For the third time this year, the Federal Reserve cut interest rates by a quarter point in an attempt to bolster a slowing economy. The federal funds rate will hover between 1.5% and 1.75%.
The Fed’s benchmark rate does not directly affect long-term mortgage rates, but it does often influence them. The latest rate cut has economists torn on the effect it could have.
Mortgage rates have been falling for nearly a year. The average 30-year fixed-rate mortgage is under 4%, according to Bankrate.
“Mortgage rates this low at the end of an economic cycle are nearly unprecedented, and may be very well keeping the housing market—and U.S. economy—afloat,” Ralph McLaughlin, deputy chief economist at CoreLogic, told CNBC.
The average homeowner who refinances into a lower rate could trim $150 a month off their mortgage payment, according to Bankrate. The Fed’s rate cut also could prompt adjustable-rate mortgages to fall, and it could be slightly less expensive to borrow money from a home equity line of credit or pay back a current HELOC loan.
“[The Fed] rate cut will soon make it less expensive to fix up your home as sellers prepare for the 2020 homebuying season,” Holden Lewis, an expert with NerdWallet, told Forbes.com. “A lower Fed rate reduces the cost of borrowing from a home equity line of credit—a popular way for homeowners to pay for renovations and repairs. While the prime homebuying months are in late spring and summer, buyers often start looking at homes as early as February, so the timing of today’s cut is coming at an ideal time.”

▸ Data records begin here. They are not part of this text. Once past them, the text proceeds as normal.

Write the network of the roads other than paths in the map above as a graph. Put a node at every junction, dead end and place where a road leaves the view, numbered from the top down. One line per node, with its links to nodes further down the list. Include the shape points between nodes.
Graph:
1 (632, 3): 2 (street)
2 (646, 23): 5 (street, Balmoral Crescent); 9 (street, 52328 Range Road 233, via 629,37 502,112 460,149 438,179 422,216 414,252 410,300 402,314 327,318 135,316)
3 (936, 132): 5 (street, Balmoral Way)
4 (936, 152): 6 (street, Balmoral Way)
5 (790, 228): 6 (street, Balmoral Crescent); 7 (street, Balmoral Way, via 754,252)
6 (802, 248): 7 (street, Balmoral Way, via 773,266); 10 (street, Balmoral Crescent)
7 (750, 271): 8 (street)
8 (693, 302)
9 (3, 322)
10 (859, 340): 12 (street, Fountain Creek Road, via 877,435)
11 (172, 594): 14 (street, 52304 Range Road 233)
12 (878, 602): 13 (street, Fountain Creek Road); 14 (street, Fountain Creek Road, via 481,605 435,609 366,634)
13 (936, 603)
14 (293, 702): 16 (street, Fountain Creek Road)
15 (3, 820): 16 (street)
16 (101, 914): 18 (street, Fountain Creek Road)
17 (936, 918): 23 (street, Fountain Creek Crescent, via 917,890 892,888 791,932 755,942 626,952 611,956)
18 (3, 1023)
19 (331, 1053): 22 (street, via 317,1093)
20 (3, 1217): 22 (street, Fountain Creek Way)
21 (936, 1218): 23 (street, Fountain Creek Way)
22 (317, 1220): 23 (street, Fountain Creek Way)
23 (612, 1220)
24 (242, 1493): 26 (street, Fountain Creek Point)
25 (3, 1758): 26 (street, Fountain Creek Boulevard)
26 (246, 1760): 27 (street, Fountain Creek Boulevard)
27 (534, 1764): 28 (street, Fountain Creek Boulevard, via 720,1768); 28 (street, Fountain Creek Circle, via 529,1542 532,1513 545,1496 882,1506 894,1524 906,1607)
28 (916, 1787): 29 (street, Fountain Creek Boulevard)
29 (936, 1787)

However, economists are less bullish that the latest rate cut will translate to much savings in 30-year fixed mortgages.
Richard Barrington, a financial expert for Moneyrates.com, told CNBC that lenders may be less inclined to lend money and may even charge a higher interest rate to combat risk if they sense the economy is weakening.
Policymakers said on Wednesday after the Fed’s meeting that the U.S. economy was posting “solid” job gains and household spending was on the rise. But they also noted that business investment and export activity remained weak. The economy grew at a 1.9% pace in the third quarter, which is the second consecutive reading that fell well-below the first-quarter report of 3.1%.
“The committee will continue to monitor the implications of incoming information for the economic outlook as it assesses the appropriate path of the target range for the federal funds rate,” the Fed wrote in a statement.
The Fed has one final meeting of the year in December.